O silêncio do lugar do além. Do lugar nenhum. Do aquém em nós. Do além de lá, invade. É é tanto que cala todos e toda vontade. Não há lugar onde ir…

E ninguém que nós acompanhe!

No retorno – lembrando: só cumes nos interessam – qualquer compreensão é banal. Dentro de cada um, na conversa, no abraço fugaz do encontro, todo é feito de interiores, nada brota para fora, nada nasce para cima. Tudo é do avesso, e possível.

O silêncio grita. O destino é outro.

 

A morte do Milton

“Milton, cadê você?” pergunto para mim no meu silêncio interior. E o meu silêncio responde…

A última vez que soube dele, alguma triste premonição me cercou. De fato, a vida ficou mais tensa, concreta, dificílima. Nessa correria toda, me esqueci de invoca-lo para sorrirmos juntos.
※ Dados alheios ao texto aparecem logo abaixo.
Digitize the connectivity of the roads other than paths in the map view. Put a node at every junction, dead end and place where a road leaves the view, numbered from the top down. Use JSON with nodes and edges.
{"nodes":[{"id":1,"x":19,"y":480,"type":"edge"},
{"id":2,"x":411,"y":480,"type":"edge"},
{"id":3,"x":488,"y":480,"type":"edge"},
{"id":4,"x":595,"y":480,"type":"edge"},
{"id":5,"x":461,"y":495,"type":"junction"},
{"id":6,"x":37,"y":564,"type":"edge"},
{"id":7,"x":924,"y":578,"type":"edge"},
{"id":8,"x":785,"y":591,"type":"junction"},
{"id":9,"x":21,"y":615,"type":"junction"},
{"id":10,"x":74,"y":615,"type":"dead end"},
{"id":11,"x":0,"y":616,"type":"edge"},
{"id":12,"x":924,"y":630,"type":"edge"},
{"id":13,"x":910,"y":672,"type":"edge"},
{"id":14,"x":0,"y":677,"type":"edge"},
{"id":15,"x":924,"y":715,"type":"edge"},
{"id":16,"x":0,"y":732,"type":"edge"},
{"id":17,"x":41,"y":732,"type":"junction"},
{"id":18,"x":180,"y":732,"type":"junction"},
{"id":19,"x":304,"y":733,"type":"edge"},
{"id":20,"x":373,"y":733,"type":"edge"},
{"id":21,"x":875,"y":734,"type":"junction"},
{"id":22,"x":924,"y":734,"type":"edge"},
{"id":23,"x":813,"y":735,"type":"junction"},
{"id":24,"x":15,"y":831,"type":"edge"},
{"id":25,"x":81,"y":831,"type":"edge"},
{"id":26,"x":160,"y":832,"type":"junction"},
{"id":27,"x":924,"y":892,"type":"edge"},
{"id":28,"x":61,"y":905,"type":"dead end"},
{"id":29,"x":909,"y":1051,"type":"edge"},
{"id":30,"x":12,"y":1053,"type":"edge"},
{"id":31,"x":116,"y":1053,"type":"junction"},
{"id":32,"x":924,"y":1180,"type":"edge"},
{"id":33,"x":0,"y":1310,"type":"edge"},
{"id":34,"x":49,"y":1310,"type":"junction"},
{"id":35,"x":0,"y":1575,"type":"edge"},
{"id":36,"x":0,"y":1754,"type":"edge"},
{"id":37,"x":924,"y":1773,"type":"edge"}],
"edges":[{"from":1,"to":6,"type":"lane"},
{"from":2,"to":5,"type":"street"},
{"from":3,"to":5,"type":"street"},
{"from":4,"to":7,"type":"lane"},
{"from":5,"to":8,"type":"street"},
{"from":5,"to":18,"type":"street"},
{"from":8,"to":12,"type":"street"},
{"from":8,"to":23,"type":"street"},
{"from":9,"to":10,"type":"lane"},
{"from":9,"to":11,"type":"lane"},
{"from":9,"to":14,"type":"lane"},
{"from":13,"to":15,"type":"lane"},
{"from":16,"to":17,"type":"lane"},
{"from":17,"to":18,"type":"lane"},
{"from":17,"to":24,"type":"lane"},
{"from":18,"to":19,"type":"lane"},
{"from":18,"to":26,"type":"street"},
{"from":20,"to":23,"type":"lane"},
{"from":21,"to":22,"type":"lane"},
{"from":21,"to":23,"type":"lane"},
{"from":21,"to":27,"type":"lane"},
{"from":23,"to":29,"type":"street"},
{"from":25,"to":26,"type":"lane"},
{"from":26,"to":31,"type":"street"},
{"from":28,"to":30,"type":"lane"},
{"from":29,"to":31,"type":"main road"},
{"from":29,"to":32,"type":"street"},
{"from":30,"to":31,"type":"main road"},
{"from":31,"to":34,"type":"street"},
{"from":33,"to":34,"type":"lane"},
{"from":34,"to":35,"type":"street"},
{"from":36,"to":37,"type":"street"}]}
Ele também não me procurou.

“Milton, Miiiiiilton…” nada, ninguém contesta.

O meu malvado favorito esqueceu que minha solidão é péssima companheira.
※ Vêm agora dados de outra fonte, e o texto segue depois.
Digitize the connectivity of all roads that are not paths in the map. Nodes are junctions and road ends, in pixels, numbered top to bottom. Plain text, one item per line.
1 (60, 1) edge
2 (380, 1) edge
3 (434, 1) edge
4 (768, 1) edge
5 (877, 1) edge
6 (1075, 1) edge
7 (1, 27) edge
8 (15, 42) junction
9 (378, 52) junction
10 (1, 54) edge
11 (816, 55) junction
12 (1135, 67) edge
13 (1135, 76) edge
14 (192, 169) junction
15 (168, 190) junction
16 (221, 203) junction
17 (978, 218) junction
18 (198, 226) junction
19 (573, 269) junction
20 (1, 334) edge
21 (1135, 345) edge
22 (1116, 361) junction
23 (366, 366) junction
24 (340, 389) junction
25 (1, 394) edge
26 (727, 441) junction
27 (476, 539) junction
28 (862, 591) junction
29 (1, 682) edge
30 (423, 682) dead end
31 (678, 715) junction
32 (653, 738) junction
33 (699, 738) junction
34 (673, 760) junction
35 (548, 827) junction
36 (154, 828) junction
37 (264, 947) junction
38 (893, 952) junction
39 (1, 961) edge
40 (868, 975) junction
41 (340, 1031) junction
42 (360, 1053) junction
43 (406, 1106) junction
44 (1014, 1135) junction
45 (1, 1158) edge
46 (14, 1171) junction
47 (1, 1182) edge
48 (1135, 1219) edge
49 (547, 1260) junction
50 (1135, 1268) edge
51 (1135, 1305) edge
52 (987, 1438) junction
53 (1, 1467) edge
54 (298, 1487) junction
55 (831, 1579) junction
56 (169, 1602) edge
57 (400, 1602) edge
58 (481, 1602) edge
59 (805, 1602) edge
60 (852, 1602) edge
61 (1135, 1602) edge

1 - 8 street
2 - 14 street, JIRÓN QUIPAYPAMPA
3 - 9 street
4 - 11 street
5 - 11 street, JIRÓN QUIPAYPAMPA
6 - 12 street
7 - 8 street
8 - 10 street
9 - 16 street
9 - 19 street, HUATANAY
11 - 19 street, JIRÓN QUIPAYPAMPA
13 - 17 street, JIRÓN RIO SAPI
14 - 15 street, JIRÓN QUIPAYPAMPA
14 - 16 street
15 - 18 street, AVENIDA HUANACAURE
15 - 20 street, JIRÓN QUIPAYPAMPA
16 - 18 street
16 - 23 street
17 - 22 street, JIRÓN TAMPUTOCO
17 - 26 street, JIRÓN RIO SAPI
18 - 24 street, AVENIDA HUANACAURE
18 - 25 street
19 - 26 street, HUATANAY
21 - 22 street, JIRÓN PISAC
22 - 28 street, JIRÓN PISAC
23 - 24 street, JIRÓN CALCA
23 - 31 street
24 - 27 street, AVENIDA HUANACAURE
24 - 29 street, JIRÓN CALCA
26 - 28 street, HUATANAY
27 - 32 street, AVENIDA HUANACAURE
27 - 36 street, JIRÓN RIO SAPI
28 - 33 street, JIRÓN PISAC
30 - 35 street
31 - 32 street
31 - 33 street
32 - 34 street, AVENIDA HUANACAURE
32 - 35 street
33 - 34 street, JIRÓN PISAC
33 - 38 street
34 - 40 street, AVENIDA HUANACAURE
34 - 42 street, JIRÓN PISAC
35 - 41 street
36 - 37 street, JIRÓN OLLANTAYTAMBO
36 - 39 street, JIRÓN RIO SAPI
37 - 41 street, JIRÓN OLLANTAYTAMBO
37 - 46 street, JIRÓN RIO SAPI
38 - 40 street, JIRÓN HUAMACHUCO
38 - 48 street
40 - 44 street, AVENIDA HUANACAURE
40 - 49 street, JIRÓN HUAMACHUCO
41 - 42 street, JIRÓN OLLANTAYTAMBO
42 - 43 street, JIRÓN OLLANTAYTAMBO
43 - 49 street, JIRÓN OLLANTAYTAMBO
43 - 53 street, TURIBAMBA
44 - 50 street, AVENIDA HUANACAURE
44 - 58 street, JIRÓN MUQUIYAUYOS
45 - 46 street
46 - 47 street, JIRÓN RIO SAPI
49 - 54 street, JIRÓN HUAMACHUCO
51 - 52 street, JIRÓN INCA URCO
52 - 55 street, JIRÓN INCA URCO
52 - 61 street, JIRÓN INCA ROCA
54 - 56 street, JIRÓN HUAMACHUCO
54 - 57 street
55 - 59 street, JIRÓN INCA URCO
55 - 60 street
Esqueceu-se de mim. Esqueceu-se dele.

Eu não consegui escrever seus últimos suspiros. Minhas palavras que eram dele. Perdi seus gestos na nebulosa realidade. Não ouvi a voz de ele me chamar pelo nome num murmulho. Não senti o corpo nosso se roçar na minha pele.
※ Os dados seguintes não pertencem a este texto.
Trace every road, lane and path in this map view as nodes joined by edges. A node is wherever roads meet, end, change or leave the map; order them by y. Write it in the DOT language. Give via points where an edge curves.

“Cadê…?” era um pranto que fez eco e voltou para mim “… eu?” meu espelho interno devolvia-me um Milton intacto. Quase um eu mesmo, perdido e solitário.

Eu não sabia dele, e desconhecia de mim. Fiquei abismado diante da escandalosa fenda entre eu e eu mesmo. Um buraco fundo sem fim. Poucas palavras, e ainda menos gestos. Quase nenhum ato.

Estava morto, Milton e eu.

 

Milton e a solidão

“O que será que eles sentem…?” Milton me pergunta, e entendo porque eu fico também na dúvida “os outros, digo”.

Eu olho as pessoas caminhar pelas calçadas, feitas nuvens avulsas, decompostas, sozinhas em si, e o silêncio delas.

“Você, ao menos, me tem…” ouço o possessivo e fico arrepiado. Éramos tão próximos, tão um… tão só.

A vida em sociedade afastou os homens da sua existência, a própria e única: a solidão. “E a família…” Milton pausava “os amigos, os namoros…” eu o ouvia dentro de mim “então como faremos?”

A questão era de vida ou morte para Milton. Para nós dois.

Nas calçadas, subitamente, as pessoas ficaram estáticas. “É o silêncio”, diz Milton e fica feito nuvem avulsa, decomposto, sozinho em mim.

Todo mundo tem um Milton.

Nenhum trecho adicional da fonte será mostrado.